So I read Nichole’s “Cheering Brittana“ headline from my phone yesterday and thought it said “Cheering Brittania” and I got all excited that maybe we were going to be talking about tea and biscuits. (Instead, of course, it was a thoughtful discussion of the budding lesbian relationship on Glee.) My strong disappointment that it wasn’t about tea inspired me to just go ahead and write a post about tea. And so, here we are.
Americans and Britons seem to have different relationships with tea. In the US, tea is largely just a coffee alternative; it’s a warm, soothing drink you consume in the morning (or perhaps the afternoon) as a little pick-me-up. There isn’t as much of an inherent social or structural value to stopping to have some tea. And while you’ll certainly find people who brew their tea precisely in a pot with loose tea leaves, most of us just dunk a disposable teabag in a mug a couple of times and call it a day.
My now-husband and I spent eight days traveling around Ireland a few years ago. It being my first trip there, I was a little surprised to see how entwined tea is with hospitality in that country. The hubz, who was in the middle of a several-month-long stay in England for work, confirmed that it was often the same way there. He’d arrive at an office for a meeting, and they would first offer him some tea. Everyone would sip some and chat for a while before getting down to business.

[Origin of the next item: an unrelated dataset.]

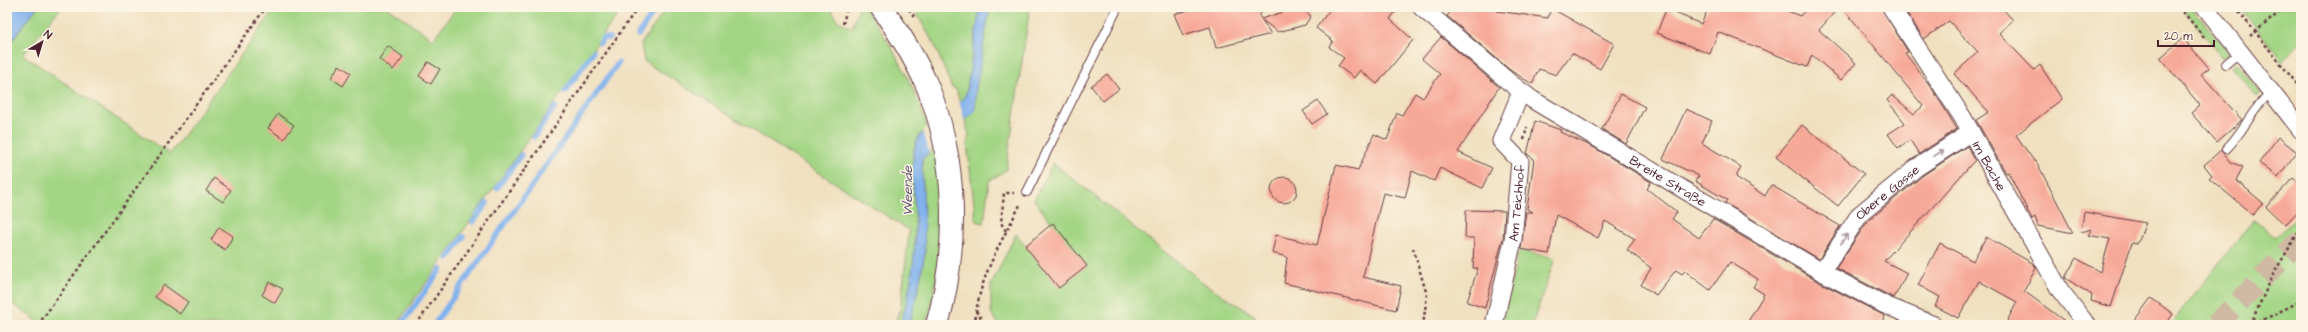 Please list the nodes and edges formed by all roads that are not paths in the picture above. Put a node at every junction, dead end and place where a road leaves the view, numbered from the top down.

To me, this new take on tea was a revelation. After a couple hours traveling between Irish towns, we’d arrive at each B&B feeling a little tired, dehydrated and cranky. Not to mention that, despite my Irish roots, I couldn’t adjust to the cold rainy spring air, and tea truly was the perfect antidote to the chill. Every single B&B offered us tea and biscuits immediately after check-in. The warm, invigorating tea perked me up every time, and it became the thing I most looked forward to as we reached each new location.
This was also the first time that I’d ever had milk with my tea. Milk in tea is fairly uncommon in the US. We tend to just drink it straight with some honey or sugar. It just seemed like such a natural thing to do in Ireland, though, that I did it every time, and really enjoyed it as much as I did the biscuits.
Which brings me to another important point: Digestives. Oh my stars, I don’t know why these aren’t as popular in America. You can find them, certainly, but it’s not easy. For the uninitiated, they’re like graham crackers, only better. And they’re frequently covered with chocolate, which is like eating the best 2/3 of a s’more. They go perfectly with a little milky tea, and they go down so easy that you’ll have eaten five of them before you even know what’s happening.
If, by the way, you’re someone who doesn’t generally like milk in your tea, I suggest you try it. My advice is to first try strong black tea, such as earl grey or English breakfast, that can stand up to the dilution and sweetness of the milk. If you’re a little nervous about making a good mixture, Starbucks has an Earl Grey tea latte that’s worth trying.
That’s what I do, here in my largely tea-less, cubicle-dwelling existence. I miss Ireland, and I love England, and sometimes I just want to feel that warm, welcoming feeling again. When the urge strikes, usually on a rainy day, I’ll just happily whip up some milky tea, have a biscuit, and lie back and think of Ireland.